INSTRUCTIONS TO FOLLOW
Where an image appears in the data, omit it and reproduce the rest exactly.

[Saved data entries]
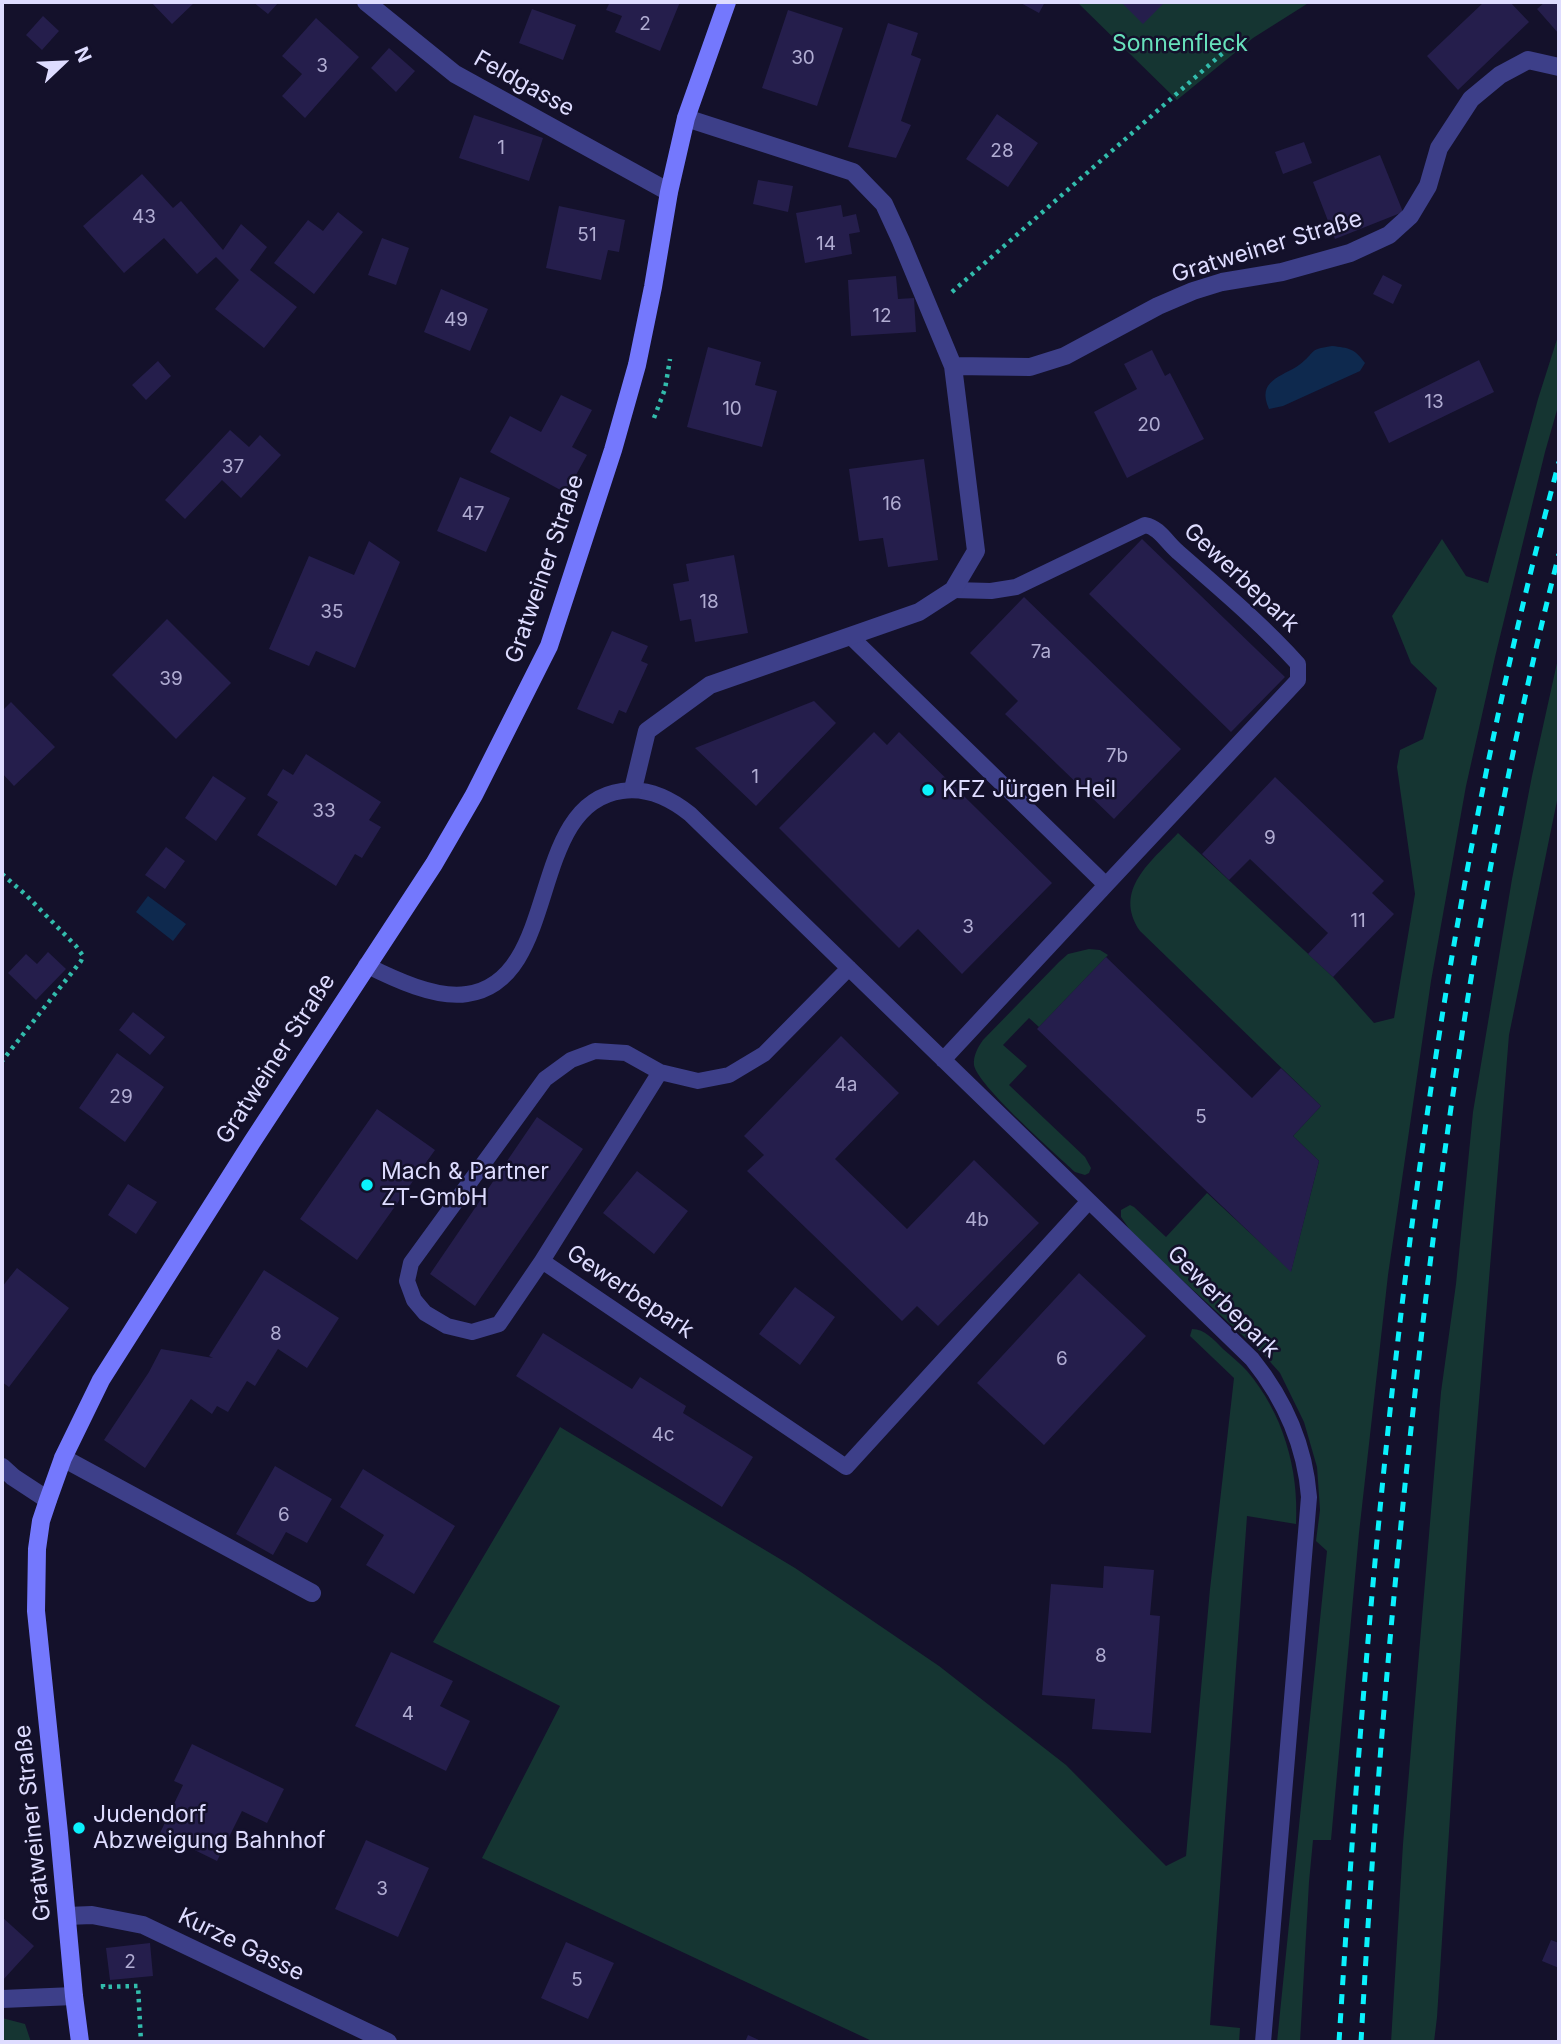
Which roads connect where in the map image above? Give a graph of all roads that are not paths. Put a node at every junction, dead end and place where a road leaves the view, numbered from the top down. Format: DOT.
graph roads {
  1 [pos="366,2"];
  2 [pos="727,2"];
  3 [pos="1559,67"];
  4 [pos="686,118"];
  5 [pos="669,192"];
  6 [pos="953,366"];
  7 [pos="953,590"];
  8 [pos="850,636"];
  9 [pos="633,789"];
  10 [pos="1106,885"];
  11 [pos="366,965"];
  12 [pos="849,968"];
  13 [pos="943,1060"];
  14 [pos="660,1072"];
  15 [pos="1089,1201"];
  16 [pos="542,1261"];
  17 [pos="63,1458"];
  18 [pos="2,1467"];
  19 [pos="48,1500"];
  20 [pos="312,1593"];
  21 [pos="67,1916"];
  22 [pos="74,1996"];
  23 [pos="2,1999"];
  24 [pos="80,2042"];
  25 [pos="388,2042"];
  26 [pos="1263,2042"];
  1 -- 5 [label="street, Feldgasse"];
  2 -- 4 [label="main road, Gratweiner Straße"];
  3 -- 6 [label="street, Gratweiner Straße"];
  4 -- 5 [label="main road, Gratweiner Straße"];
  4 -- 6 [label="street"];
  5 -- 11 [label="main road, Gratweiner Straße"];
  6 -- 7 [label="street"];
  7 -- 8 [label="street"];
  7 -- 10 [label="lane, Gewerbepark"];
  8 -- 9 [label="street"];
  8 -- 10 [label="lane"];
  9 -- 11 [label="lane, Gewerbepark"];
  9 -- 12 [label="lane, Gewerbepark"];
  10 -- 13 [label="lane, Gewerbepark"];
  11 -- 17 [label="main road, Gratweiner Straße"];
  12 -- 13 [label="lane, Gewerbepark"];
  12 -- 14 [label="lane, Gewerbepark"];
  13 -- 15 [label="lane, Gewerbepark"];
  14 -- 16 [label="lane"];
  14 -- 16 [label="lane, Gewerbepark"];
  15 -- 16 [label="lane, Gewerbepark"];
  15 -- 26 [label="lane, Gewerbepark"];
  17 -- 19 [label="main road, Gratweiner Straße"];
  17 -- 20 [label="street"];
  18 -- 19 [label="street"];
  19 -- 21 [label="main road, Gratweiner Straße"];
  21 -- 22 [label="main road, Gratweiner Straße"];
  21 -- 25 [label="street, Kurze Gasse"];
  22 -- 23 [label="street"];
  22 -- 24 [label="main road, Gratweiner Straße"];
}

THE ANSWER
Which roads connect where in the map image above? Give a graph of all roads that are not paths. Put a node at every junction, dead end and place where a road leaves the view, numbered from the top down. Format: DOT.
graph roads {
  1 [pos="366,2"];
  2 [pos="727,2"];
  3 [pos="1559,67"];
  4 [pos="686,118"];
  5 [pos="669,192"];
  6 [pos="953,366"];
  7 [pos="953,590"];
  8 [pos="850,636"];
  9 [pos="633,789"];
  10 [pos="1106,885"];
  11 [pos="366,965"];
  12 [pos="849,968"];
  13 [pos="943,1060"];
  14 [pos="660,1072"];
  15 [pos="1089,1201"];
  16 [pos="542,1261"];
  17 [pos="63,1458"];
  18 [pos="2,1467"];
  19 [pos="48,1500"];
  20 [pos="312,1593"];
  21 [pos="67,1916"];
  22 [pos="74,1996"];
  23 [pos="2,1999"];
  24 [pos="80,2042"];
  25 [pos="388,2042"];
  26 [pos="1263,2042"];
  1 -- 5 [label="street, Feldgasse"];
  2 -- 4 [label="main road, Gratweiner Straße"];
  3 -- 6 [label="street, Gratweiner Straße"];
  4 -- 5 [label="main road, Gratweiner Straße"];
  4 -- 6 [label="street"];
  5 -- 11 [label="main road, Gratweiner Straße"];
  6 -- 7 [label="street"];
  7 -- 8 [label="street"];
  7 -- 10 [label="lane, Gewerbepark"];
  8 -- 9 [label="street"];
  8 -- 10 [label="lane"];
  9 -- 11 [label="lane, Gewerbepark"];
  9 -- 12 [label="lane, Gewerbepark"];
  10 -- 13 [label="lane, Gewerbepark"];
  11 -- 17 [label="main road, Gratweiner Straße"];
  12 -- 13 [label="lane, Gewerbepark"];
  12 -- 14 [label="lane, Gewerbepark"];
  13 -- 15 [label="lane, Gewerbepark"];
  14 -- 16 [label="lane"];
  14 -- 16 [label="lane, Gewerbepark"];
  15 -- 16 [label="lane, Gewerbepark"];
  15 -- 26 [label="lane, Gewerbepark"];
  17 -- 19 [label="main road, Gratweiner Straße"];
  17 -- 20 [label="street"];
  18 -- 19 [label="street"];
  19 -- 21 [label="main road, Gratweiner Straße"];
  21 -- 22 [label="main road, Gratweiner Straße"];
  21 -- 25 [label="street, Kurze Gasse"];
  22 -- 23 [label="street"];
  22 -- 24 [label="main road, Gratweiner Straße"];
}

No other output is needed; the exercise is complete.